Dal Foglio del 9 febbraio 2008
Tutor per tutti, endorsement per uno. Barack Obama non vincerà, né le primarie né, tantomeno, la corsa per la Casa Bianca. E non riuscirà per un solo motivo: quando studiò alla Columbia non frequentò le lezioni di Giovanni Sartori. Rilancia la notizia il Corriere della Sera dando voce alla lamentazione del più importante dei suoi editorialisti, il professore Sartori in persona: “Un lavativo Obama! Se ha saltato i miei corsi non sa nulla di democrazia”.
Fatta propria la lezione di Sartori, il Corriere da par suo, decide di scendere in campo nella totalità delle proprie forze offrendosi per la formazione dei politici impegnati nell’ormai aperta campagna elettorale. Comincia da par suo il direttore, Paolo Mieli, che s’impegna nella fatica di cesellare il cavallo più lussuoso della campagna d’Italia. Walter Veltroni naturalmente, già buono di suo, forse bisognoso di training di sopportazione, avrà impartito da Mieli questo insegnamento: leggere tutte le interviste degli ultimi cinque anni di Massimo D’Alema, ripeterle a memoria, quindi appallottolare le carte, ingerirle e digerirle.
Sarà Pierluigi Battista, il vicedirettore, a farsi carico dell’allievo più discoluccio, quel monello di Silvio Berlusconi cui insegnerà come stare sul predellino con un piede solo e a braccia larghe, come tenere cinque candidate cinque su un solo ginocchio e come portare, infine, la sciarpa a palline ton suR ton col lucido delle scarpe.
A Paolo Di Vico, il vicedirettore dell’acuta analisi finanziaria, è affidato Clemente Mastella. Arduo il compito: un corso di econonomia di mercato per il Sud. Al partito dei pensionati ci pensa Francesco Verderame, severo maestro di Carlo Fatuzzo. E sempre al Sud si rivolge la lezione del professor Gian Antonio Stella che si fa carico di tutta la casta cafona. I deputati, i senatori e gli assessori uscenti (tutti della Casa della Libertà ovviamente) sono già stati rinchiusi nel recinto dello stadio di Buonabitacolo per essere sottoposti a una severa giornata di autocritica. In verità Stella ha reclamato tra gli allievi anche Antonio Bassolino, Rosa Russo Iervolino e Agazio Loiero ma un secco niet di Luca Cordero di Montezemolo ha impedito che i tre leader siano costretti alla mortificante clausura.

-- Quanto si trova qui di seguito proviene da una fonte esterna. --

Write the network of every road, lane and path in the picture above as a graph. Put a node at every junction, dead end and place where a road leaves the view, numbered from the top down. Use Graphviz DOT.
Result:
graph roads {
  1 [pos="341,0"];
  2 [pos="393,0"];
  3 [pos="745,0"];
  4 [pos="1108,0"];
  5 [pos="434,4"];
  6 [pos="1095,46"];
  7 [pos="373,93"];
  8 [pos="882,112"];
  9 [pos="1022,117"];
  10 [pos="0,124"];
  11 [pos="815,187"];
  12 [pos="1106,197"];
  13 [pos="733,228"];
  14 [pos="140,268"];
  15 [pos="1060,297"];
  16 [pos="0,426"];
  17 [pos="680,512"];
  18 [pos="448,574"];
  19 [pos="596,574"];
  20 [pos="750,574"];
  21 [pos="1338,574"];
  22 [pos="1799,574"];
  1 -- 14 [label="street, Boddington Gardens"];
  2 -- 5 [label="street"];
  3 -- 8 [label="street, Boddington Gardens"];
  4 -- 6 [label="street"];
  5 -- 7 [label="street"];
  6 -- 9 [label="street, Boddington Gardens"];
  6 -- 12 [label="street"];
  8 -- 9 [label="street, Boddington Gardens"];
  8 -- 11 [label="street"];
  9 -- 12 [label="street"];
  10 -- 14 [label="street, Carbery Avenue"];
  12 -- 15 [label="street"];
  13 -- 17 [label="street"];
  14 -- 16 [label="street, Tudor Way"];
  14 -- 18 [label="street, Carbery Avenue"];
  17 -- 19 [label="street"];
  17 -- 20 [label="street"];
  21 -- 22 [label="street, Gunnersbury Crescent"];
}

Il professore Sartori in persona è stato incaritato dalla direzione per delle lezioni private. Esclusivamente dedicate a Sabina Ratti in Profumo. Solo per lei e basta. Lei sì che se le può permettere. Come il Parini lui arriva e lei fa la discepola, con un cagnolino tenuto stretto in grembo di nome Enrico (la famosa vergine Cuccia, battuta rubata a Severgnini ndr).Tutte le belle – la Prestigiacomo, la Ravetto, la Carfagna e la Gardini – sono affidate ai corsi di charme tenuti dal Magazine di Di Piazza e di nuovo prossimo Governo. Tutte da lui, beato lui. Una fascicolazione a parte – vista la sua statura internazionale – viene riservata per Giovanna Melandri. Della sua formazione, infatti, si occuperà personalmente l’aulentissima Diamante D’Alessio.
Ormai che s’è scoperto lo scoop degli scoop – e cioè che pure Eugenio Scalfari, barzellettiere, copia dallo spassosissimo Severgnini, giusto a questo prezioso autore della grande comicità è affidata la formazione dell’intera truppa dei comici, dalla Commissione Mitrokin alla Telekom Serbia, fino ai Di Pietro, Storace, Di Gregorio, Diliberto e Pecoraro Scanio. Tutti a lezione da Beppe. Mieli, da par suo, brillante come suo solito, si leva tanto di cappello e mostrando la pelata, dice: “Anche io ho fatto un errore: ho frequentato le lezioni del professor Sartori! E mi sono ridotto così”.